### REQUIRED ACTION
A word-for-word transcription of the data below is required.

### THE DATA
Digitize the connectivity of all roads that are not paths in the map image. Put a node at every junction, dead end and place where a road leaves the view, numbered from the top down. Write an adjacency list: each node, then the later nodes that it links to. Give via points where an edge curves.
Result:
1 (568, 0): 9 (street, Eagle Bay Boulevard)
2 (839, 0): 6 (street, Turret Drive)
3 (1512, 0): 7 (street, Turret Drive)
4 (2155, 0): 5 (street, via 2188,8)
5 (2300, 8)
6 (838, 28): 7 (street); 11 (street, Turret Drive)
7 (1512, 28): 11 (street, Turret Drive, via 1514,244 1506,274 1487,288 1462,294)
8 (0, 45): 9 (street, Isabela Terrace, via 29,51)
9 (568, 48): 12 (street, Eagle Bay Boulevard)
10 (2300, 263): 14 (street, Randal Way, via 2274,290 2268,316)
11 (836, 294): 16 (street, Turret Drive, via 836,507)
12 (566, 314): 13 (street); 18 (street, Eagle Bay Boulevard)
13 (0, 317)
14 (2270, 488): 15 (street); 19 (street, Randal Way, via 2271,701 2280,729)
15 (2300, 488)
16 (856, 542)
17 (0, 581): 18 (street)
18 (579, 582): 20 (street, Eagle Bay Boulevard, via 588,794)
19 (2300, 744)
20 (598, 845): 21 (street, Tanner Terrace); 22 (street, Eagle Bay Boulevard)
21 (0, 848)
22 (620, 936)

### YOUR RESPONSE
Digitize the connectivity of all roads that are not paths in the map image. Put a node at every junction, dead end and place where a road leaves the view, numbered from the top down. Write an adjacency list: each node, then the later nodes that it links to. Give via points where an edge curves.
Result:
1 (568, 0): 9 (street, Eagle Bay Boulevard)
2 (839, 0): 6 (street, Turret Drive)
3 (1512, 0): 7 (street, Turret Drive)
4 (2155, 0): 5 (street, via 2188,8)
5 (2300, 8)
6 (838, 28): 7 (street); 11 (street, Turret Drive)
7 (1512, 28): 11 (street, Turret Drive, via 1514,244 1506,274 1487,288 1462,294)
8 (0, 45): 9 (street, Isabela Terrace, via 29,51)
9 (568, 48): 12 (street, Eagle Bay Boulevard)
10 (2300, 263): 14 (street, Randal Way, via 2274,290 2268,316)
11 (836, 294): 16 (street, Turret Drive, via 836,507)
12 (566, 314): 13 (street); 18 (street, Eagle Bay Boulevard)
13 (0, 317)
14 (2270, 488): 15 (street); 19 (street, Randal Way, via 2271,701 2280,729)
15 (2300, 488)
16 (856, 542)
17 (0, 581): 18 (street)
18 (579, 582): 20 (street, Eagle Bay Boulevard, via 588,794)
19 (2300, 744)
20 (598, 845): 21 (street, Tanner Terrace); 22 (street, Eagle Bay Boulevard)
21 (0, 848)
22 (620, 936)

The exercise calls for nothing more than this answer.